Hellenistic philosophy, banished from Athens by Justinian (529) and driven from Alexandria by the Arabs (640), was perpetuated at Constantinople by an irregular and intermittent tradition which, after the great schism (858) that separated the East from the West, took the form of commentary on and exposition of the works of Plato and Aristotle.

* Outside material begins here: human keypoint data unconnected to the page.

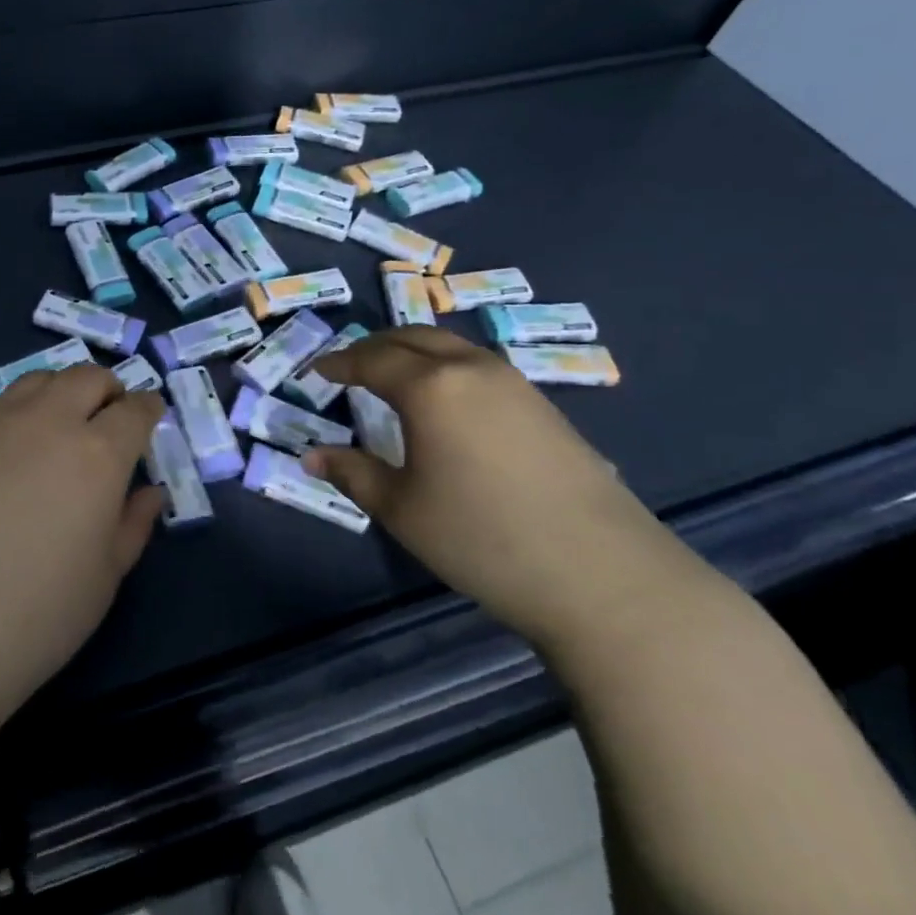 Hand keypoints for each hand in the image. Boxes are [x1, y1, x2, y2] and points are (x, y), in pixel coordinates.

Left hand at [0, 366, 163, 711]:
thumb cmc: (37, 615)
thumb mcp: (105, 577)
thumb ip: (133, 524)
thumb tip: (148, 492)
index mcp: (96, 453)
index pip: (134, 409)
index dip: (148, 408)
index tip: (151, 416)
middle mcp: (46, 422)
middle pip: (86, 377)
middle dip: (107, 389)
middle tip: (108, 417)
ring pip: (37, 380)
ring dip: (60, 393)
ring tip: (58, 425)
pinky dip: (16, 415)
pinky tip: (6, 453)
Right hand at [302, 328, 672, 645]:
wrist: (604, 576)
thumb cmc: (483, 539)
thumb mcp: (402, 510)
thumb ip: (353, 473)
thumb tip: (311, 457)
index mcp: (430, 387)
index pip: (372, 360)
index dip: (340, 363)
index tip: (318, 371)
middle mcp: (471, 369)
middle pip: (413, 338)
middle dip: (375, 346)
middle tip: (350, 365)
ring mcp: (514, 384)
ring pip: (451, 347)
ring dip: (414, 352)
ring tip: (393, 377)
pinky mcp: (544, 406)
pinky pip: (479, 366)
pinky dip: (446, 367)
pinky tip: (446, 401) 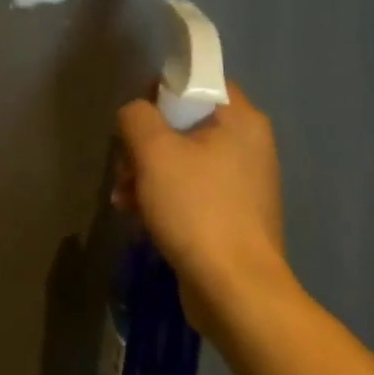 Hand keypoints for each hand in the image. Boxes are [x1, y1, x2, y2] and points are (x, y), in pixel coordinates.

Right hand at [115, 82, 289, 343]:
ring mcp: (242, 184)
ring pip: (182, 160)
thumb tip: (135, 116)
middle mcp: (248, 146)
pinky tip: (139, 219)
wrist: (235, 291)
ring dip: (147, 175)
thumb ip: (136, 116)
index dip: (163, 91)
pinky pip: (191, 191)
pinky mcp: (232, 216)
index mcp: (242, 121)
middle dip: (145, 145)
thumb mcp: (154, 151)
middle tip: (125, 167)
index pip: (201, 82)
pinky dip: (163, 199)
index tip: (138, 118)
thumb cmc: (197, 209)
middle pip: (185, 124)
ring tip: (125, 199) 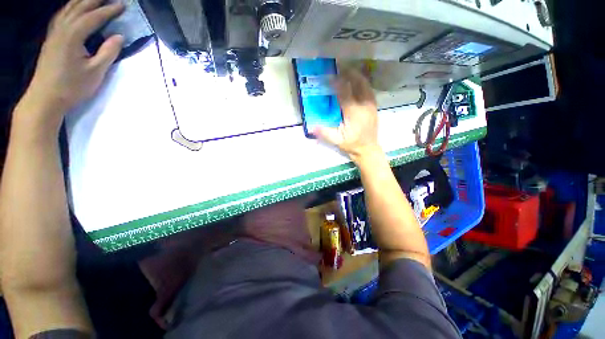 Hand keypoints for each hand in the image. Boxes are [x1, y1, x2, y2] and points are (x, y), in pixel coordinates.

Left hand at [20, 0, 124, 128]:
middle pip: (79, 7)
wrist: (45, 98)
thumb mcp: (95, 72)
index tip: (122, 5)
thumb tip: (119, 36)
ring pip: (69, 9)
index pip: (94, 17)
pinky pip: (61, 16)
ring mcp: (54, 33)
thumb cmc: (72, 87)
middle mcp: (62, 29)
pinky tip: (75, 8)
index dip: (109, 10)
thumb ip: (108, 52)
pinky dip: (70, 8)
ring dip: (82, 1)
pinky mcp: (51, 39)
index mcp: (73, 35)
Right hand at [312, 69, 381, 162]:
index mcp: (354, 112)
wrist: (368, 148)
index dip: (336, 82)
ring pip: (365, 83)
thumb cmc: (352, 144)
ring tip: (346, 71)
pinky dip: (361, 82)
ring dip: (355, 75)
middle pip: (358, 82)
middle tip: (338, 68)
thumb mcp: (337, 141)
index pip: (344, 92)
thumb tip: (311, 127)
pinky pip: (368, 89)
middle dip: (348, 73)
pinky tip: (355, 82)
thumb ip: (325, 133)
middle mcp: (364, 105)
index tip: (327, 76)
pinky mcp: (374, 105)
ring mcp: (371, 104) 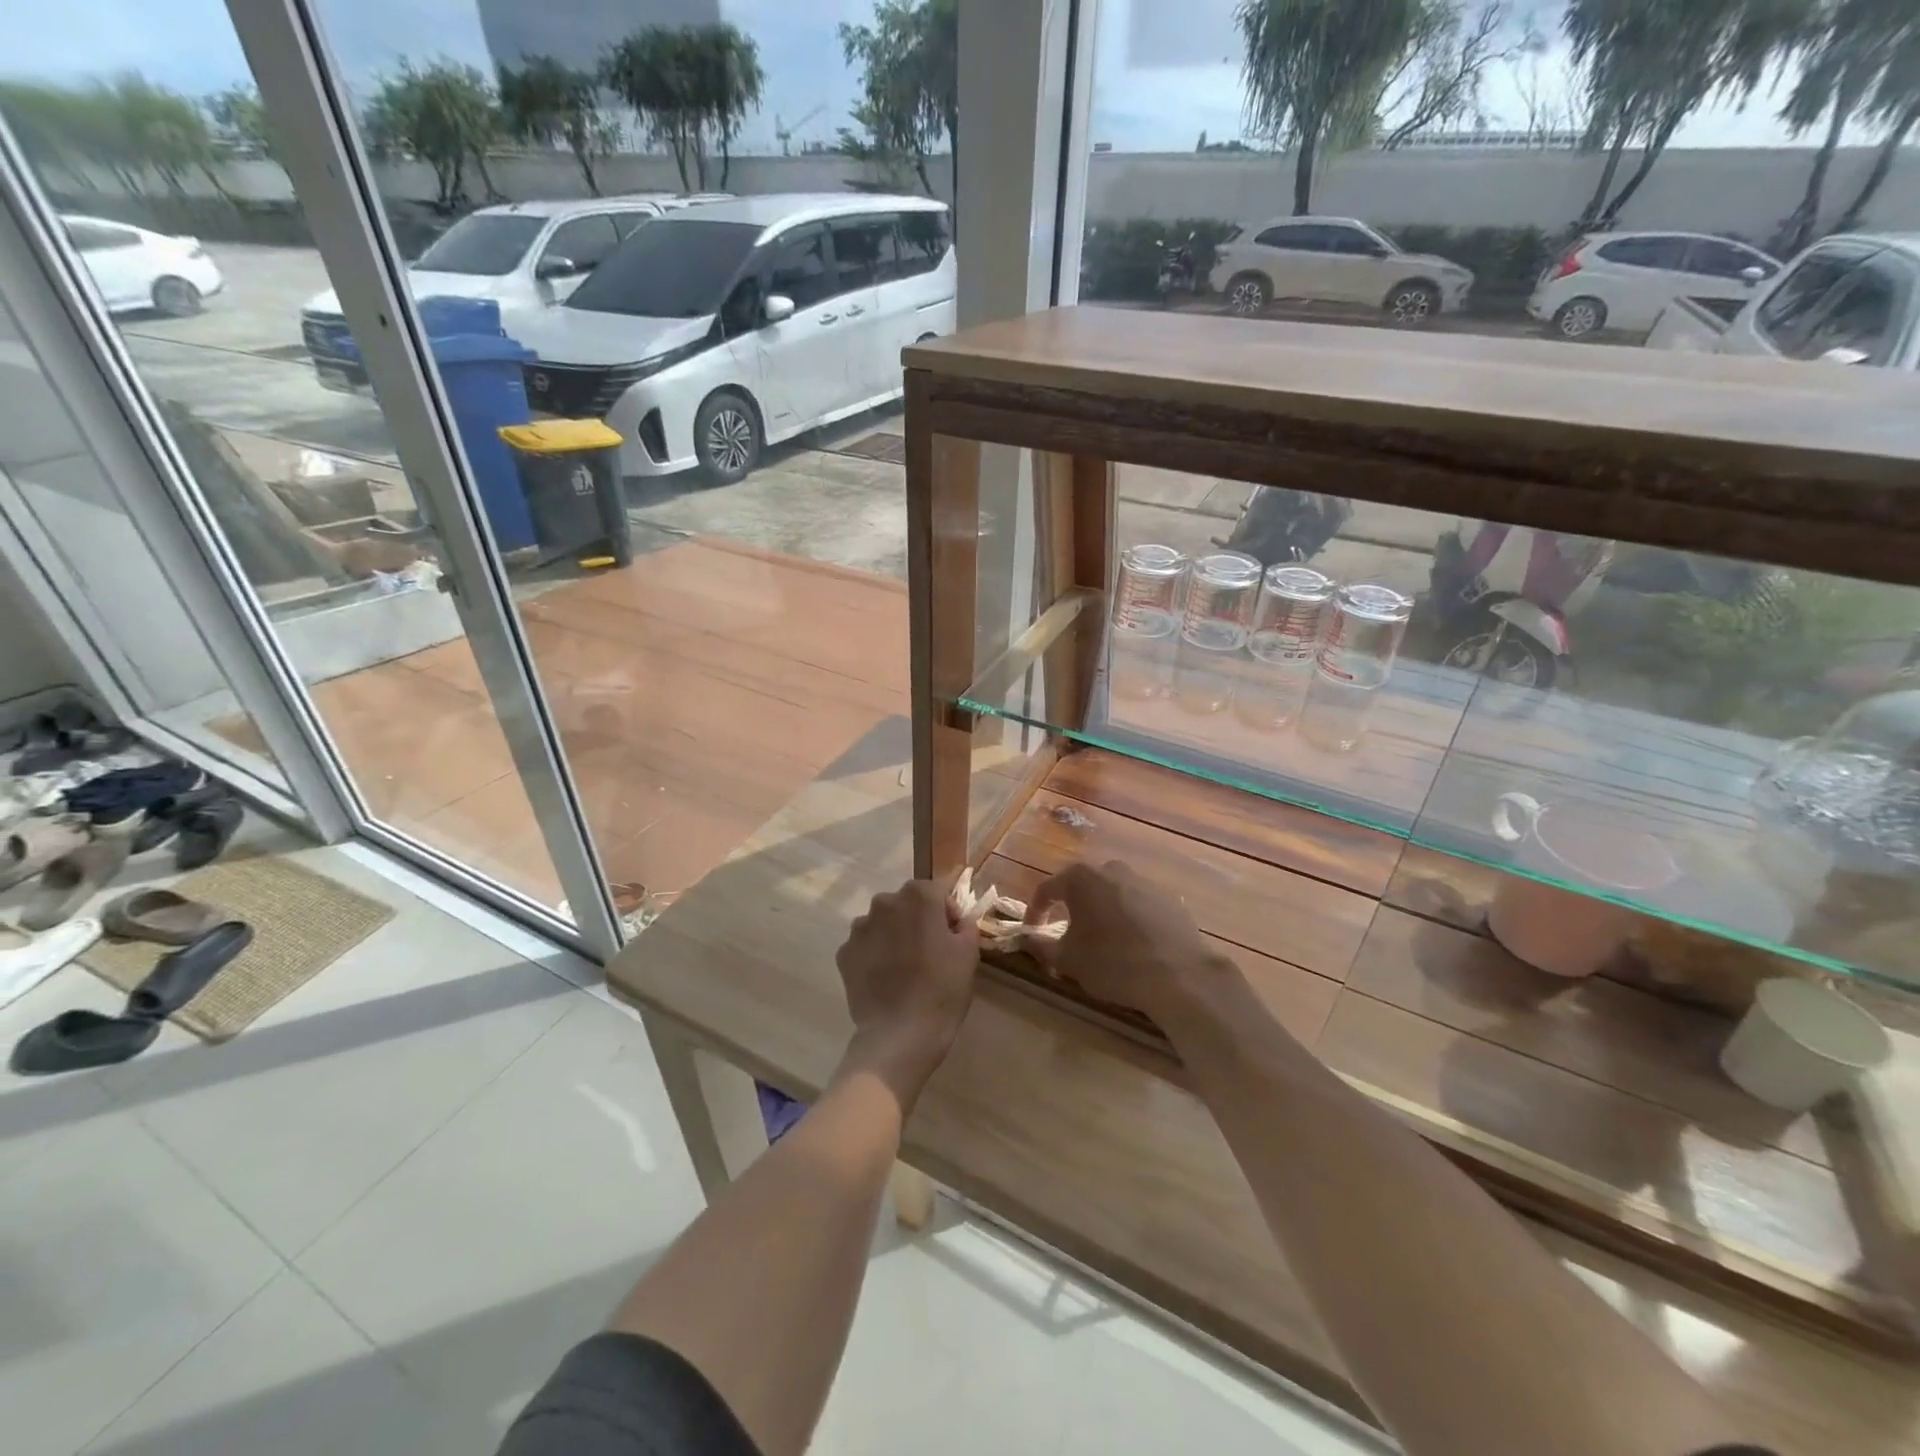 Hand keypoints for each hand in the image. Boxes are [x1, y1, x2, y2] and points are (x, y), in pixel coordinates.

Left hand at [835, 876, 978, 1103]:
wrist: (900, 1035)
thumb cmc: (942, 990)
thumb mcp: (969, 953)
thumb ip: (965, 924)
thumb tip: (956, 919)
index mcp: (919, 896)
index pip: (937, 891)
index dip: (947, 912)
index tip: (952, 937)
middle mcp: (885, 903)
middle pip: (906, 904)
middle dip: (918, 920)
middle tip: (929, 952)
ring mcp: (860, 927)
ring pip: (882, 923)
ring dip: (893, 935)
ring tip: (904, 968)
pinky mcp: (844, 952)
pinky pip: (865, 945)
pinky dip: (874, 955)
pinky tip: (885, 979)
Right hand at [1026, 859, 1223, 1019]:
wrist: (1179, 974)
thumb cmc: (1113, 963)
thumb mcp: (1068, 960)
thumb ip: (1041, 946)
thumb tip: (1028, 938)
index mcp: (1081, 878)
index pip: (1047, 889)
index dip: (1035, 911)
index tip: (1033, 932)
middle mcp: (1111, 869)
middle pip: (1081, 886)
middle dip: (1070, 908)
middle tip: (1067, 934)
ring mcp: (1143, 880)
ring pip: (1111, 893)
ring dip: (1101, 912)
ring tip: (1101, 940)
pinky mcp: (1168, 897)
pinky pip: (1138, 904)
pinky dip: (1128, 918)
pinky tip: (1132, 943)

Michael Psellus (the elder) and Photius [9] are the chief representatives of this tradition in the ninth century; Arethas, Wicetas the Paphlagonian, and Suidas represent it in the tenth century; Michael Psellus (the younger) is the sole representative of Byzantine learning in the eleventh century: Johannes Italus, Anna Comnena, daughter of the Emperor Alexis, and Michael Ephesius brought Byzantine learning to its highest degree of development in the twelfth century; finally, Nicephorus Blemmydes and George Pachymeres are the best known of the Byzantine scholars of the thirteenth century, the age in which the learning of Constantinople made its first impression on the Scholastic movement. [10] Although the influence of the learning of Constantinople on the progress of philosophic thought in western Europe may be said to begin with the first Crusade (1096-1100), yet it was not until the taking of Constantinople by the Crusaders in 1204 that the treasures of ancient Greek literature and philosophy were thrown open to the schoolmen. The debt which Scholasticism owes to Byzantine learning should not be exaggerated; at the same time we must not underrate the importance of the introduction of the original and complete works of Aristotle into western Europe at a time when the Aristotle of the Arabians was being invoked as the champion of pantheism and rationalism.
[9] Cf. Migne, Patr. Graeca, Vols. CI-CIV.

[10] Cf. Krumbacher, Geschichte der Byzantinischen Litteratur (Munich, 1897).